Varoufakis fut l’emblème de cette tentative de monter à l’assaut du ciel (pour paraphraser Marx à propos de la Commune de Paris). Il fut non seulement atypique en introduisant dans le rituel figé de la politique un comportement inédit dans sa tenue, dans sa manière de venir aux réunions (il pratiquait beaucoup la moto). Cet  économiste formé à l’école anglo-saxonne  fut surtout l’initiateur de l’expérience originale, insolite mais hélas avortée d’un ministre des finances de gauche. Il porta en quelque sorte la lutte des classes au cœur du dispositif implacable de la Commission européenne, là où se décide le destin des peuples, loin de tout contrôle par la souveraineté populaire. Confronté au diktat de la troïka, il fut acculé à la démission, laissant son ami Tsipras livré aux manœuvres des experts apatrides, portant atteinte à la souveraineté d’un pays et l’obligeant à abdiquer. Varoufakis, lui, ne s’avoua pas vaincu. Il a continué à faire de la politique autrement et à sa manière.

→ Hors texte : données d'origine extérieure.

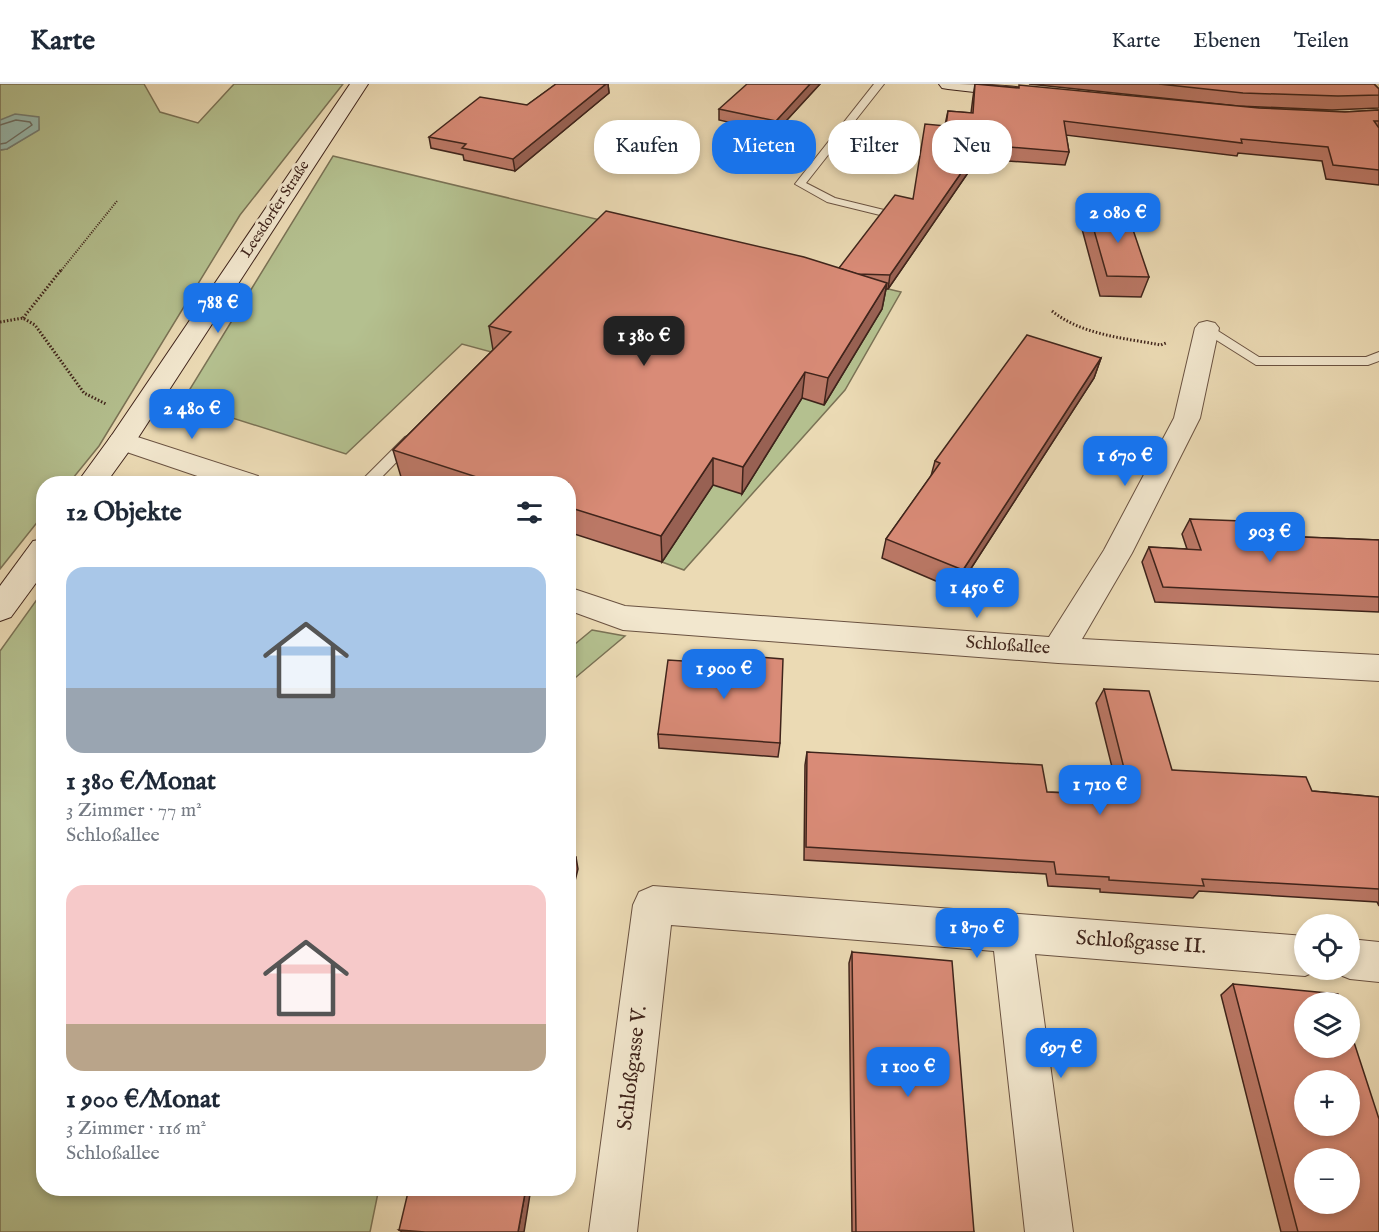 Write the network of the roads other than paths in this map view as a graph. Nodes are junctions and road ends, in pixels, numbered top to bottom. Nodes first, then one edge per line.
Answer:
1 (359, 84) edge
2 (879, 84) edge
3 (948, 84) edge
4 (977, 86) edge
5 (1035, 94) edge
6 (880, 212) edge
7 (1207, 328) joint
8 (1379, 356) edge
9 (424, 426) edge
10 (122, 441) junction
11 (96, 476) edge
12 (227, 476) edge
13 (374, 476) edge
14 (36, 560) edge
15 (576, 601) edge
16 (0, 609) edge
17 (1058, 650) junction
18 (1379, 668) edge
19 (653, 905) joint
20 (1012, 933) junction
21 (1294, 955) edge
22 (1360, 960) edge
23 (1379, 962) edge
24 (613, 1232) edge
25 (1049, 1232) edge

1 - 10 street, Leesdorfer Straße
2 - 6 lane
3 - 4 street
4 - 5 street
7 - 8 lane
7 - 17 street
9 - 13 lane
10 - 11 street, Leesdorfer Straße
10 - 12 street
14 - 16 street
15 - 17 street, Schloßallee
17 - 18 street, Schloßallee
19 - 20 street, Schloßgasse II.
19 - 24 street, Schloßgasse V.
20 - 21 street, Schloßgasse II.
20 - 25 street
22 - 23 street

L’une de ses prises de position, qui avait attiré mon attention, fut son appel à soutenir la candidature Macron lors des présidentielles françaises du printemps dernier. En toute logique (schématique en fait), on aurait pu le voir dans les sympathisants du «Programme de gauche» de Jean-Luc Mélenchon. Mais il avait lui son propre raisonnement qui révèle une autre facette de sa personnalité ; d’un point de vue humain cette fois. Le texte qu’il publia en effet pour appeler à voter Macron ne manquait pas de dimension humaine loin des calculs politiciens ; une position somme toute qui ne manquait pas d’émotion. Il rappela en effet : «Il y a quelque chose de plus dans mon soutien à Emmanuel Macron: au cours de mon mandat en tant que ministre des Finances de la Grèce au début de 2015, Emmanuel m’a révélé un côté de lui que peu de progressistes connaissent», rapporte Yanis Varoufakis.

«Alors que la ‘troïka’ des créanciers de la Grèce et le gouvernement de Berlin étranglaient les tentatives de notre gouvernement de gauche nouvellement élu pour libérer la Grèce du carcan de sa dette, Macron a été le seul ministre d’Etat en Europe à faire tout son possible pour nous aider», affirme-t-il.

Yanis Varoufakis raconte ainsi que, fin juin 2015, «lorsque l’Eurogroupe avait décidé de fermer nos banques pour punir notre gouvernement», Emmanuel Macron, alors ministre de l’Economie, aurait convaincu François Hollande de rouvrir une négociation et «proposé de venir incognito à Athènes» pour une médiation. Mais l’Elysée mettra un veto à cette mission sous l’influence d’Angela Merkel qui n’aurait pas apprécié qu’Emmanuel Macron relaie la position grecque, affirme Varoufakis.

Aujourd’hui, il a une position très critique vis-à-vis du programme appliqué par le président Macron. Dans son nouveau livre, il ne manque pas de le rappeler comme il n’a pas hésité à mettre en exécution sa promesse  de 2015; celle de publier les enregistrements secrets qu’il avait effectués de certaines réunion de l’Eurogroupe. Un récit édifiant des combats titanesques menés dans un rapport de forces défavorables.